(Dataset items)
*** Block opens ***

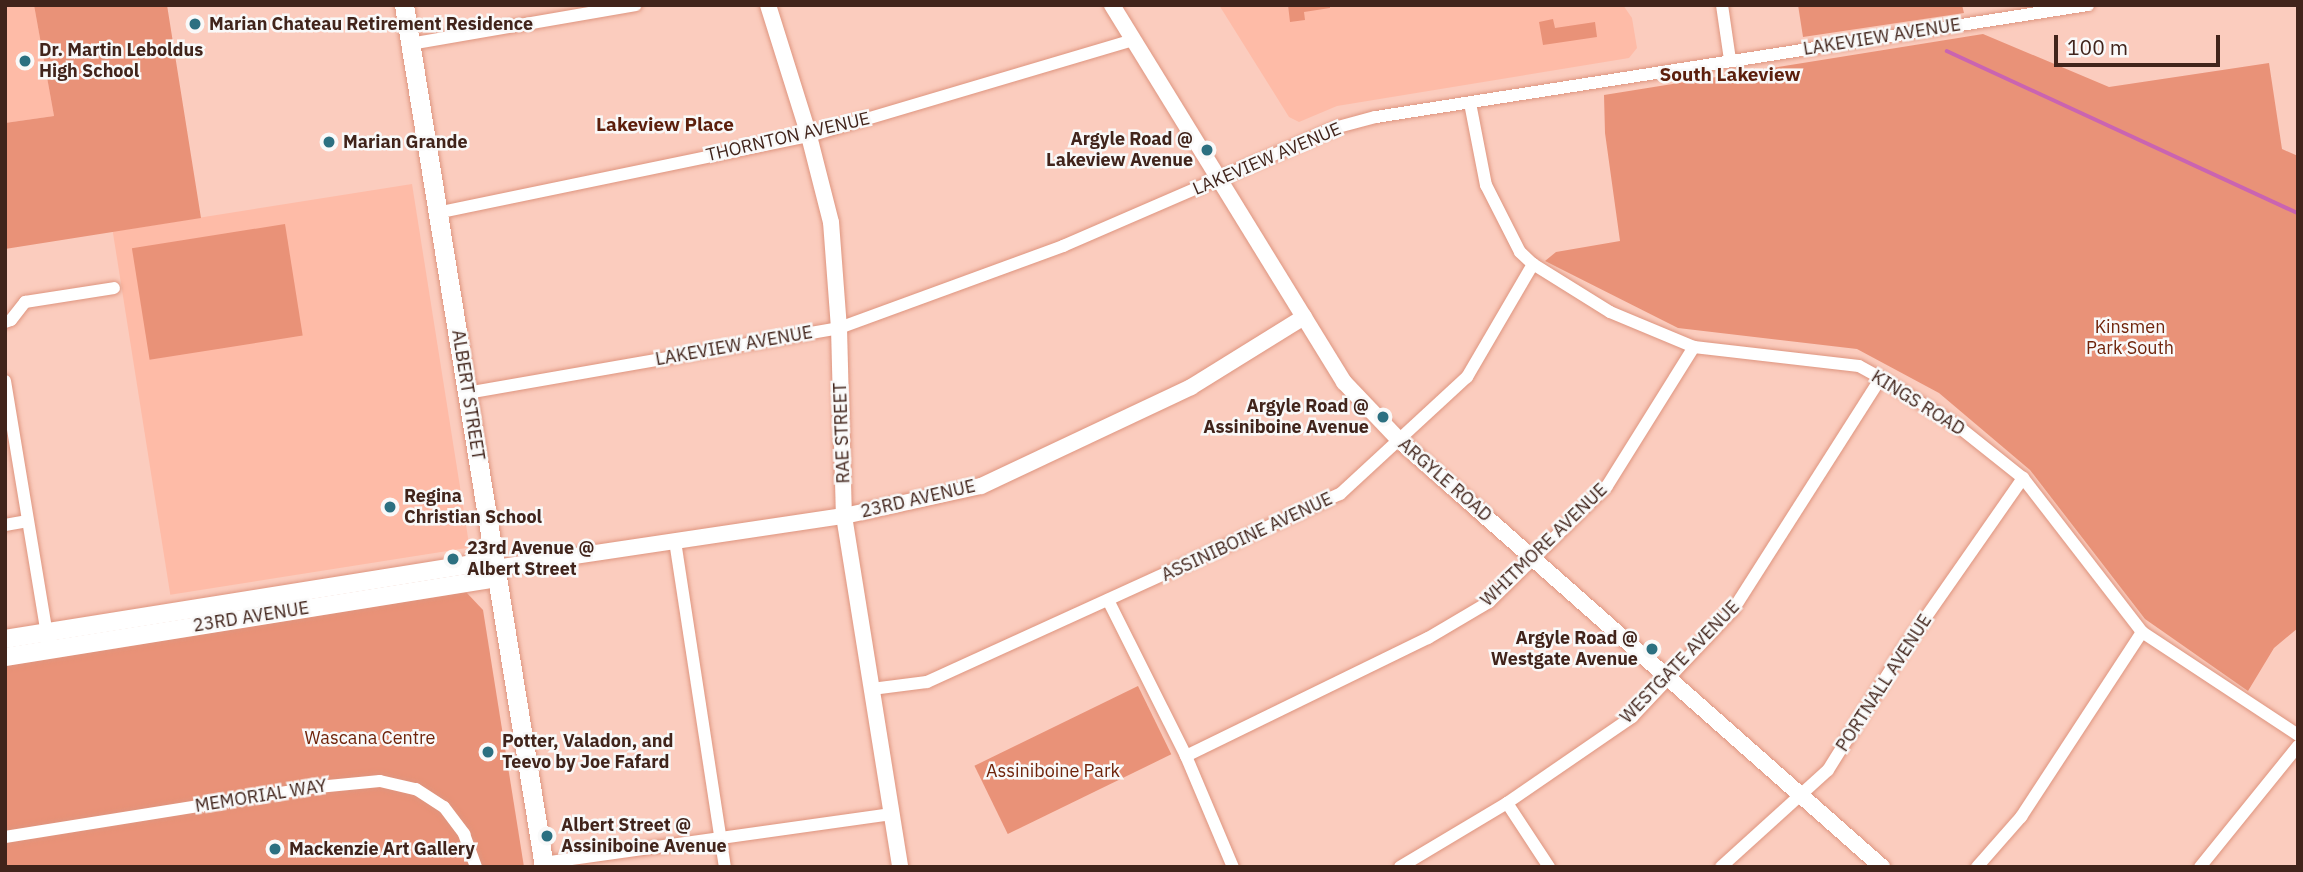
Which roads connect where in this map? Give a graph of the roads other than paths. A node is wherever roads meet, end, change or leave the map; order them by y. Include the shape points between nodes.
1 (404, 5) edge
2 (636, 5) edge
3 (768, 5) edge
4 (1112, 5) edge
5 (1722, 5) edge
6 (2088, 5) edge
7 (1134, 40) junction
8 (410, 44) junction
9 (1730, 60) junction
10 (1470, 103) junction
11 (809, 136) junction
12 (1219, 178) junction
13 (437, 213) junction
14 (1533, 264) junction
15 (114, 288) dead end
16 (1304, 317) junction
17 (5, 322) edge
18 (839, 328) junction
19 (1694, 347) junction
20 (1881, 379) junction
21 (5, 381) edge
22 (467, 393) junction
23 (1399, 440) junction
24 (2023, 478) junction
25 (844, 516) junction
26 (28, 521) junction
27 (5, 525) edge
28 (675, 541) junction
29 (1533, 558) junction
30 (495, 569) junction
31 (1108, 600) junction
32 (2142, 632) junction
33 (5, 639) edge
34 (48, 641) junction
35 (5, 656) edge
36 (1667, 680) junction
37 (872, 689) junction
38 (2298, 735) edge
39 (2298, 746) edge
40 (1186, 756) junction
41 (1800, 796) junction
42 (1507, 803) junction
43 (892, 814) junction
44 (5, 836) edge
45 (720, 837) junction
46 (544, 865) edge
47 (1723, 866) edge
48 (477, 867) edge
49 (725, 867) edge
50 (900, 867) edge
51 (1233, 867) edge
52 (1399, 867) edge
53 (1549, 867) edge
54 (1882, 867) edge
55 (1977, 867) edge
56 (2200, 867) edge

1 - 8 main road, ALBERT STREET
2 - 8 street
3 - 11 street, RAE STREET
4 - 7 street, ARGYLE ROAD
5 - 9 street
6 - 9 street, LAKEVIEW AVENUE
7 - 11 street, THORNTON AVENUE
7 - 12 street, ARGYLE ROAD
8 - 13 main road, ALBERT STREET
9 - 10 street, LAKEVIEW AVENUE
10 - 12 street, LAKEVIEW AVENUE via 1338,127
10 - 14 street, KINGS ROAD via 1486,185 1520,252
11 - 13 street, THORNTON AVENUE
11 - 18 street, RAE STREET via 831,222
12 - 16 street, ARGYLE ROAD
12 - 18 street, LAKEVIEW AVENUE via 1063,246
13 - 22 main road, ALBERT STREET
14 - 19 street, KINGS ROAD via 1610,312
14 - 23 street, ASSINIBOINE AVENUE via 1467,377
15 - 17 street via 25,302
16 - 23 street, ARGYLE ROAD via 1345,382
16 - 25 street, 23RD AVENUE via 1191,387 981,486
18 - 22 street, LAKEVIEW AVENUE
18 - 25 street, RAE STREET
19 - 20 street, KINGS ROAD via 1859,366
19 - 29 street, WHITMORE AVENUE via 1607,486
20 - 24 street, KINGS ROAD via 1959,427
20 - 36 street, WESTGATE AVENUE via 1733,610
21 - 26 street
22 - 30 main road, ALBERT STREET
23 - 29 street, ARGYLE ROAD
23 - 31 street, ASSINIBOINE AVENUE via 1340,494
24 - 32 street, KINGS ROAD
24 - 41 street, PORTNALL AVENUE via 1903,650 1828,770
25 - 28 street, 23RD AVENUE
25 - 37 street, RAE STREET
26 - 27 street
26 - 34 street
28 - 30 street, 23RD AVENUE
28 - 45 street
29 - 36 street, ARGYLE ROAD
29 - 40 street, WHITMORE AVENUE via 1489,602 1427,638
30 - 34 main road, 23RD AVENUE
30 - 46 main road, ALBERT STREET
31 - 37 street, ASSINIBOINE AVENUE via 927,682
31 - 40 street
32 - 38 street, KINGS ROAD
32 - 55 street via 2021,817
33 - 34 main road, 23RD AVENUE
34 - 35 main road, 23RD AVENUE
36 - 41 street, ARGYLE ROAD
36 - 42 street, WESTGATE AVENUE via 1632,717
37 - 43 street, RAE STREET
39 - 56 street
40 - 51 street
41 - 47 street, PORTNALL AVENUE
41 - 54 street, ARGYLE ROAD
42 - 52 street, WESTGATE AVENUE
42 - 53 street
43 - 45 street
43 - 50 street, RAE STREET
44 - 48 street, MEMORIAL WAY via 380,781 416,789 444,807 464,834
45 - 46 street
45 - 49 street

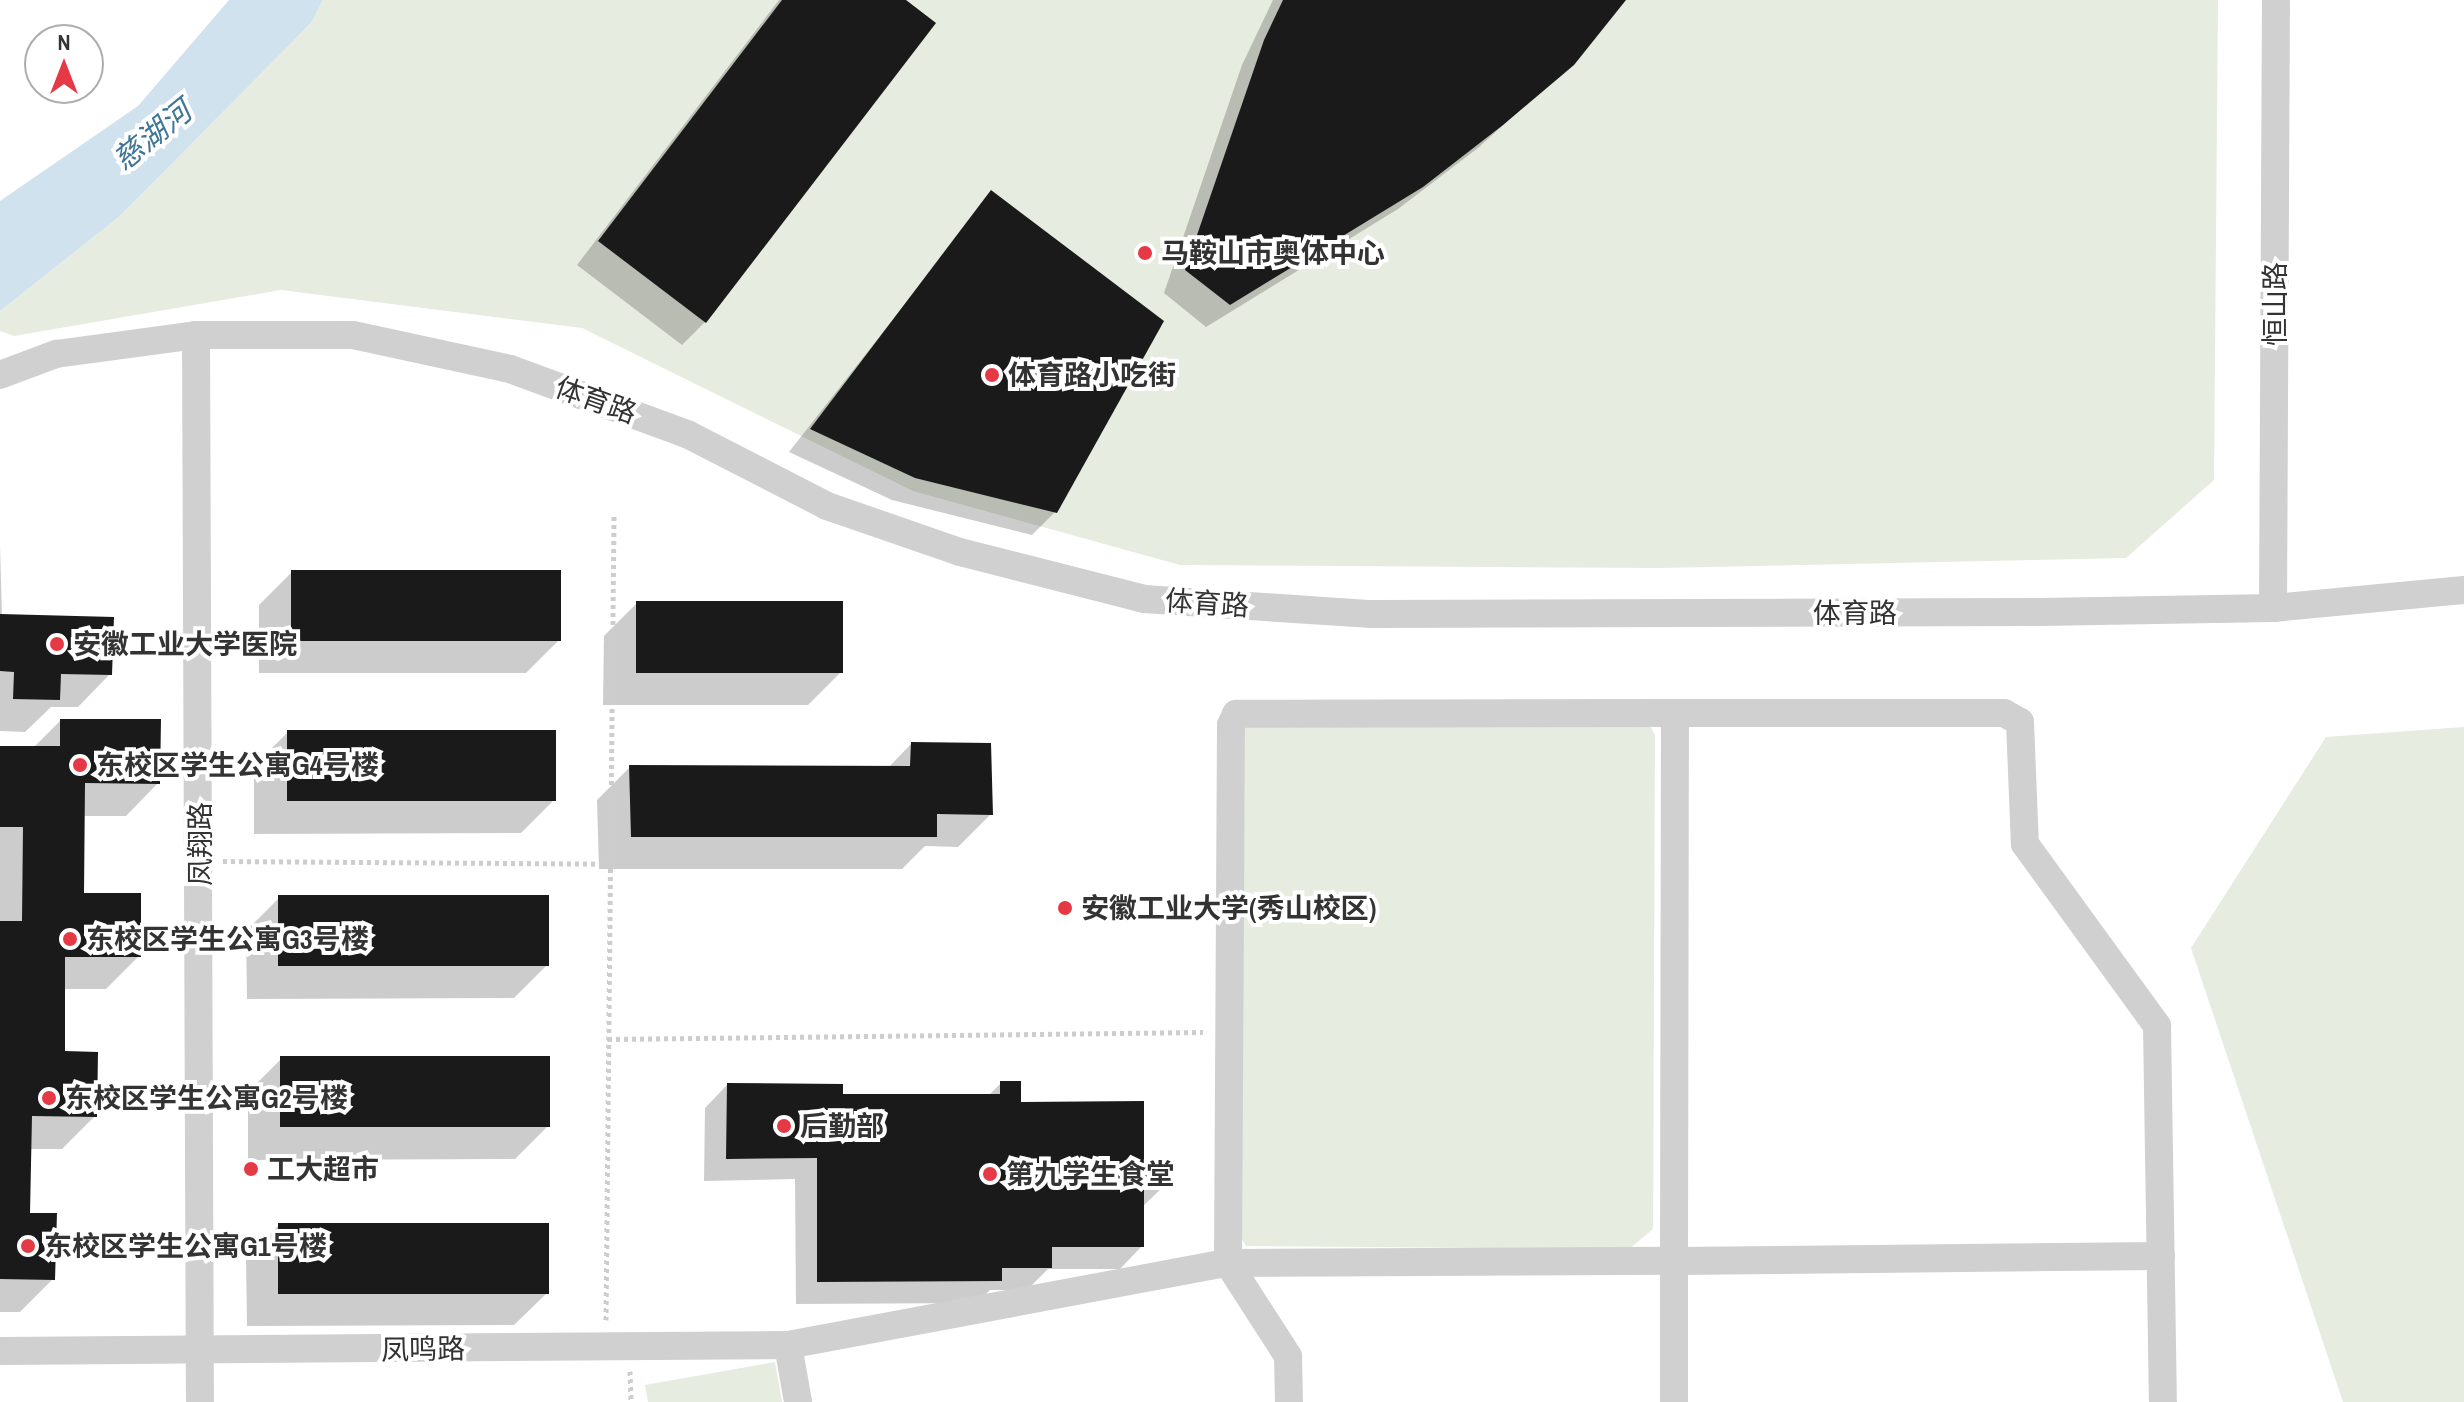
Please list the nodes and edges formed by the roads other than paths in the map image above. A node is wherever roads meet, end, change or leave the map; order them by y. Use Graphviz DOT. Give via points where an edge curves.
graph roads {
  1 [pos="2276,0"];
  2 [pos="196,335"];
  3 [pos="0,375"];
  4 [pos="2464,590"];
  5 [pos="2273,608"];
  6 [pos="1675,713"];
  7 [pos="2161,1256"];
  8 [pos="1674,1261"];
  9 [pos="1228,1263"];
  10 [pos="788,1345"];
  11 [pos="0,1351"];
  12 [pos="200,1352"];
  13 [pos="200,1402"];
  14 [pos="798,1402"];
  15 [pos="1289,1402"];
  16 [pos="1674,1402"];
  17 [pos="2163,1402"];
  1 -- 5 [label="street, 恒山路"];
  2 -- 3 [label="street, 体育路" via="56,354"];
  2 -- 5 [label="street, 体育路" via="353,335 510,369 687,434 827,506 960,552 1144,599 1372,614"];
  2 -- 12 [label="street, 凤翔路"];
  4 -- 5 [label="street, 体育路"];
  6 -- 7 [label="street" via="2004,713 2020,722 2025,844 2157,1026"];
  6 -- 8 [label="street"];
  6 -- 9 [label="street" via="1236,714 1231,725"];
  7 -- 8 [label="street, 凤鸣路"];
  7 -- 17 [label="street"];
  8 -- 9 [label="street, 凤鸣路"];
  8 -- 16 [label="street"];
  9 -- 10 [label="street, 凤鸣路"];
  9 -- 15 [label="street" via="1288,1356"];
  10 -- 12 [label="street, 凤鸣路"];
  10 -- 14 [label="street"];
  11 -- 12 [label="street, 凤鸣路"];
  12 -- 13 [label="street, 凤翔路"];
}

*** Block closes ***

[What to work on]
Compute the number of lines in the entries above that hold the word "LAKEVIEW"; the answer must contain nothing else.

[Task output]
5